Difference in inference time between CUDA 10.0 & 10.2

We have a working library that uses LibTorch 1.5.0, built with CUDA 10.0 which runs as expected. We are working on upgrading to CUDA 10.2 for various non-PyTorch related reasons. We noticed that when we run LibTorch inference on the newly compiled LibTorch (compiled exactly the same, except changing to CUDA 10.2), the runtime is about 20x slower.
We also checked it using the precompiled binaries. This was tested on 3 different machines using 3 different GPUs (Tesla T4, GTX980 & P1000) and all gives consistent ~20x slower on CUDA 10.2
(Both on Windows 10 & Ubuntu 16.04), all with the latest drivers

I’ve simplified the code to be extremely minimal without external dependencies other than Torch
Tested also on multiple different torch scripts.
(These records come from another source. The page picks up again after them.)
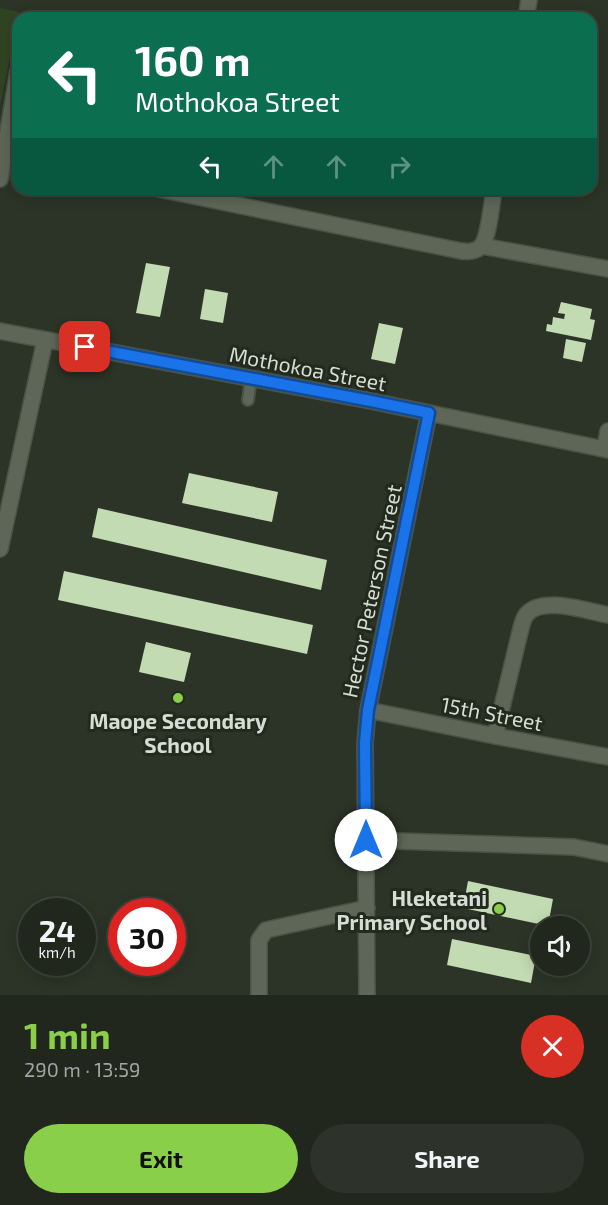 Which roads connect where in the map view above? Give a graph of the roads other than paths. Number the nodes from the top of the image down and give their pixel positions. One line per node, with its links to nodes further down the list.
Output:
1 (12, 118): 2 (street)
2 (7, 158): 3 (street)
3 (0, 179)
4 (188, 195): 6 (street)
5 (493, 195): 6 (street)
6 (482, 246): 7 (street)
7 (608, 269)
8 (0, 331): 9 (street, Mothokoa Street)
9 (45, 340): 10 (street, Mothokoa Street); 15 (street)
10 (251, 378): 11 (lane); 12 (street, Mothokoa Street)
11 (248, 400)
12 (429, 413): 14 (street, Mothokoa Street); 17 (street, Hector Peterson Street)
13 (608, 431): 14 (street)
14 (606, 450)
15 (0, 549)
16 (608, 615): 18 (street)
17 (368, 710): 18 (street, 15th Street); 20 (street, Hector Peterson Street)
18 (495, 736): 19 (street, 15th Street)
19 (608, 757)
20 (366, 840): 21 (street); 22 (street, Hector Peterson Street)
21 (608, 854)
22 (367, 908): 23 (street); 24 (street, Hector Peterson Street)
23 (260, 995)
24 (367, 995)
int main(int argc, char** argv)
	// Initialize CUDA device 0

	std::string networkPath = DEFAULT_TORCH_SCRIPT;
	if (argc > 1)
		networkPath = argv[1];
	auto jitModule = std::make_shared<torch::jit::Module>(torch::jit::load(networkPath, torch::kCUDA));
	if (jitModule == nullptr)
		std::cerr << "Failed creating module" << std::endl;
		return EXIT_FAILURE;

        // Meaningless data, just something to pass to the module to run on
        // PATCH_HEIGHT & WIDTH are defined as 256
	uint8_t* data = new uint8_t[PATCH_HEIGHT * PATCH_WIDTH * 3];
	memset(data, 0, PATCH_HEIGHT * PATCH_WIDTH * 3);
	auto stream = at::cuda::getStreamFromPool(true, 0);

	bool res = infer(jitModule, stream, data, PATCH_WIDTH, PATCH_HEIGHT);

	std::cout << "Warmed up" << std::endl;

	res = infer(jitModule, stream, data, PATCH_WIDTH, PATCH_HEIGHT);

	delete[] data;
	return 0;

// Inference function

bool infer(std::shared_ptr<JitModule>& jitModule, at::cuda::CUDAStream& stream, const uint8_t* inputData, int width, int height)
	std::vector<torch::jit::IValue> tensorInput;
    // This function simply uses cudaMemcpy to copy to device and create a torch::Tensor from that data 
    // I can paste it if it's relevant but didn't now to keep as clean as possible
	if (!prepareInput(inputData, width, height, tensorInput, stream))
		return false;
	// Reduce memory usage, without gradients
	torch::NoGradGuard noGrad;
		at::cuda::CUDAStreamGuard streamGuard(stream);
		auto totalTimeStart = std::chrono::high_resolution_clock::now();

		// The synchronize here is just for timing sake, not use in production
		auto totalTimeStop = std::chrono::high_resolution_clock::now();
		printf("forward sync time = %.3f milliseconds\n",
			std::chrono::duration<double, std::milli>(totalTimeStop - totalTimeStart).count());

	return true;

When compiling this with Torch that was compiled using CUDA 10.0 we get a runtime of 18 ms and when we run it with Torch compiled with CUDA 10.2, we get a runtime of 430 ms

Any thoughts on that?

Opened an issue for this in GitHub

Proposed cudnn.benchmark mode in the issue.
Let’s continue the discussion there.